The Commonwealth Bank looks set to avoid a damaging second "strike" on executive pay, with influential proxy advisers and the peak group for retail investors supporting the bank's remuneration report.
However, proxy firm CGI Glass Lewis is advising investors to vote against the re-election of one non-executive director, Andrew Mohl, pointing to damage to CBA's reputation caused by the money-laundering compliance scandal.
After the bank suffered a fierce shareholder backlash at last year's annual meeting, chair Catherine Livingstone will next week chair her first AGM at the bank after a tumultuous few months for the lender.
Ms Livingstone is likely to face questions over the explosive allegations from Austrac that CBA repeatedly breached anti-money-laundering laws by failing to report thousands of suspicious transactions through its ATMs between 2012 and 2015.
But in welcome news for the bank, proxy firms ISS, Ownership Matters, and CGI Glass Lewis have advised large investor clients to vote in favour of the company's remuneration report.
This comes after Ms Livingstone scrapped all executive short-term bonuses as a form of collective accountability following the Austrac scandal, and a revamp of CBA's remuneration policies.
Last year, 50.9 per cent of CBA's shareholders rejected the remuneration report, making CBA the first major bank in Australia to receive a first strike on executive pay.
If CBA receives a second "strike" next week, it will trigger another vote on whether to call another meeting to spill the board, but proxy firms are also recommending shareholders vote against this conditional motion, if it comes to that.
ISS recommended a "qualified" vote for the bank's remuneration report. It welcomed changes such as CBA's greater emphasis on financial targets when setting bonuses, and the fact outgoing chief Ian Narev will not be eligible to earn new long-term bonus shares.
CGI Glass Lewis also supported a vote in favour of the remuneration report, noting executive pay at CBA this year had been "significantly lower" than last year.
However, CGI advised clients to vote against the re-election of Andrew Mohl, who is seeking re-election for one more year before departing next year.
Mr Mohl has been on the board for nine years, and CBA says it is asking for him to serve one more year because of his experience in insurance, given the bank is in the process of selling its life insurance business.

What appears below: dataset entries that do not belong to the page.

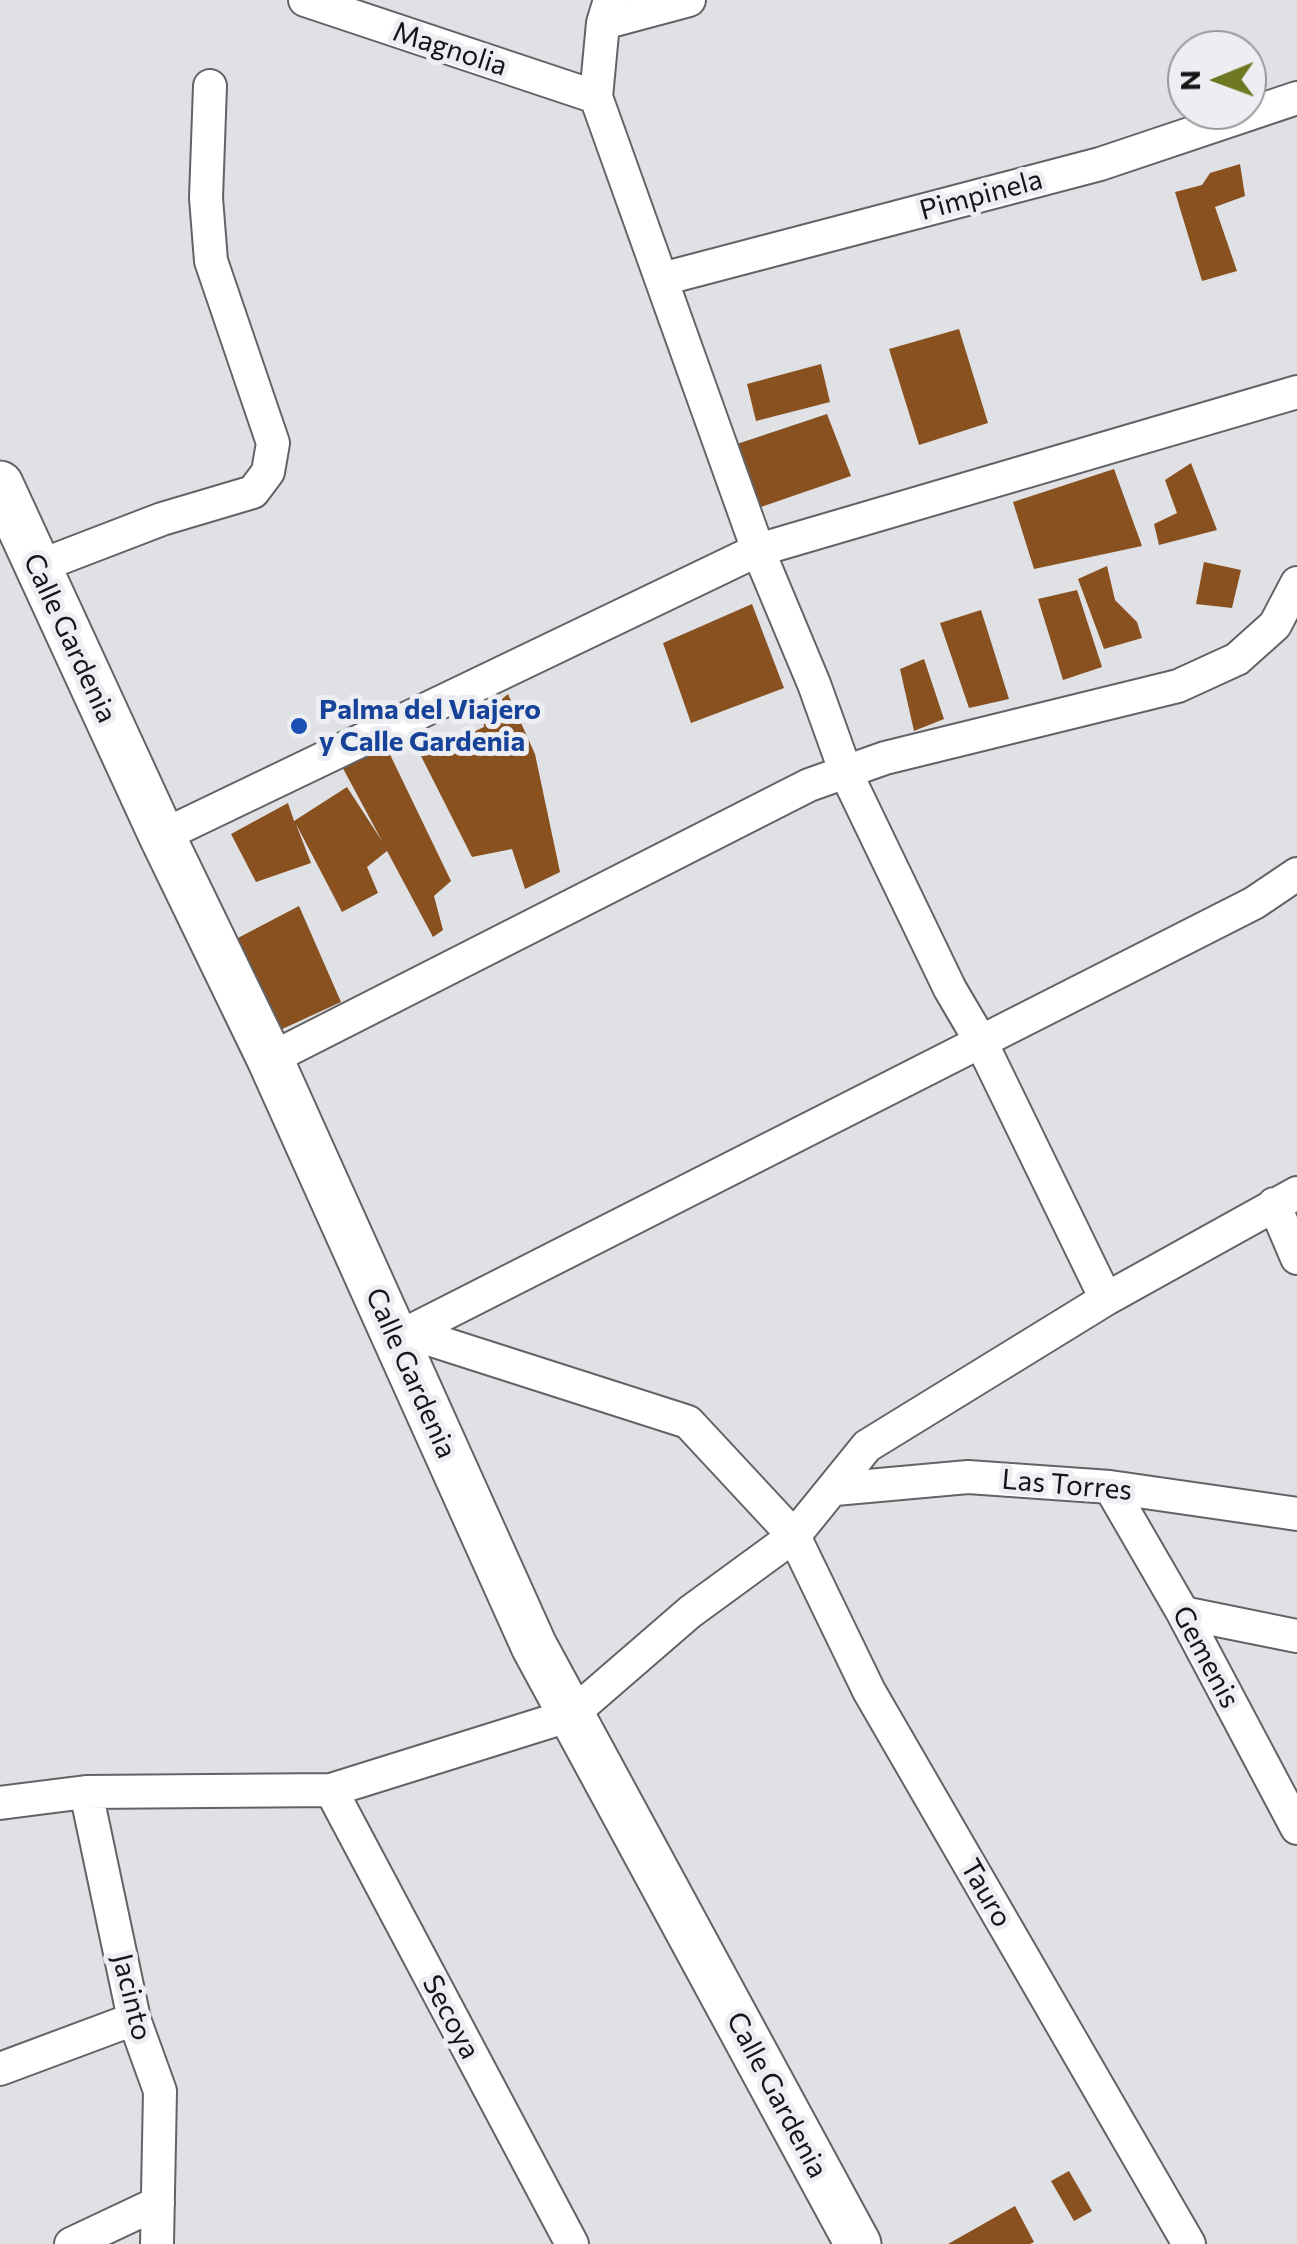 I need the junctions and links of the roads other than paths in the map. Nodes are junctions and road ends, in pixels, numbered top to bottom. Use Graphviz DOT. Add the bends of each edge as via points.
graph roads {
  1 [pos="304,0"];
  2 [pos="690,0"];
  3 [pos="606,12"];
  4 [pos="210,86"];
  5 [pos="596,97"];
  6 [pos="1297,98"];
  7 [pos="662,279"];
  8 [pos="1297,392"];
  9 [pos="0,484"];
  10 [pos="758,550"];
  11 [pos="37,566"];
  12 [pos="1297,582"];
  13 [pos="846,773"];
  14 [pos="162,836"];
  15 [pos="1297,874"];
  16 [pos="980,1040"];
  17 [pos="270,1059"];
  18 [pos="1286,1199"];
  19 [pos="1297,1258"];
  20 [pos="1106,1299"];
  21 [pos="401,1335"];
  22 [pos="1110,1488"];
  23 [pos="835,1489"];
  24 [pos="1297,1514"];
  25 [pos="794,1536"];
  26 [pos="1182,1613"];
  27 [pos="1297,1636"];
  28 [pos="571,1714"];
  29 [pos="331,1790"];
  30 [pos="86,1792"];
  31 [pos="0,1803"];
  32 [pos="1297,1828"];
  33 [pos="134,2019"];
  34 [pos="0,2069"];
  35 [pos="158,2203"];
  36 [pos="71,2244"];
  37 [pos="158,2244"];
  38 [pos="572,2244"];
  39 [pos="858,2244"];
  40 [pos="1189,2244"];
  1 -- 5 [label="street, Magnolia"];
  2 -- 3 [label="street"];
  3 -- 5 [label="street"];
  4 -- 11 [label="street" via="211,261 273,443 268,472 254,492"];
  5 -- 7 [label="street"];
  6 -- 7 [label="street, Pimpinela" via="1100,164"];
  7 -- 10 [label="street"];
  8 -- 10 [label="street"];
  9 -- 11 [label="street, Calle Gardenia"];
  10 -- 13 [label="street"];
  10 -- 14 [label="street"];
  11 -- 14 [label="street, Calle Gardenia"];
  12 -- 13 [label="street" via="1275,626 1237,660 1178,686"];
  13 -- 16 [label="street"];
  13 -- 17 [label="street" via="766,805"];
  14 -- 17 [label="street, Calle Gardenia"];
  15 -- 16 [label="street" via="1254,904"];
  16 -- 20 [label="street"];
  16 -- 21 [label="street"];
  17 -- 21 [label="street, Calle Gardenia"];
  18 -- 19 [label="street"];
  18 -- 20 [label="street"];
  20 -- 23 [label="street" via="867,1446"];
  21 -- 25 [label="street" via="688,1422"];
  21 -- 28 [label="street, Calle Gardenia" via="534,1646"];
  22 -- 23 [label="street, Las Torres" via="968,1477"];
  22 -- 24 [label="street, Las Torres"];
  22 -- 26 [label="street, Gemenis"];
  23 -- 25 [label="street"];
  25 -- 28 [label="street" via="690,1612"];
  25 -- 40 [label="street, Tauro" via="869,1690"];
  26 -- 27 [label="street"];
  26 -- 32 [label="street, Gemenis"];
  28 -- 29 [label="street"];
  28 -- 39 [label="street, Calle Gardenia"];
  29 -- 30 [label="street"];
  29 -- 38 [label="street, Secoya"];
  30 -- 31 [label="street"];
  30 -- 33 [label="street, Jacinto"];
  33 -- 34 [label="street"];
  33 -- 35 [label="street, Jacinto" via="160,2090"];
  35 -- 36 [label="street"];
  35 -- 37 [label="street, Jacinto"];
}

But CGI said all directors who were on the board at the time of the alleged Austrac contraventions should be accountable, and the only non-executive directors who have served for more than three years were Mr Mohl and Brian Long.
As Mr Long is not up for re-election this year, CGI said it had "no other option" but to recommend a vote against the re-election of Mr Mohl.
While noting Mr Mohl's insurance expertise, it said: "Nevertheless, we are unable to endorse this nominee up for election this year, in light of the reputational issues that have a significant negative impact on shareholders."
ISS gave "qualified support" for the re-election of Mr Mohl, and other directors Sir David Higgins, and Wendy Stops.
Shareholders will also vote on the proposed appointment of former Westpac banker Rob Whitfield to the Commonwealth Bank's board as a non-executive director. ISS and CGI supported Mr Whitfield's appointment.
The Australian Shareholders' Association has also backed the remuneration report, but will vote against the re-election of Mr Higgins as a director, because of his role in overseeing the creation of last year's remuneration report that incurred a no vote.
"By voting against his re-election, the ASA is holding him accountable for the first strike on the remuneration report," the ASA's voting intentions document says.
Since Austrac accused CBA of the massive compliance breach in August, the board scrapped senior executive bonuses for this year, cut board fees, and it was announced chief executive Ian Narev will leave the lender by the end of this financial year.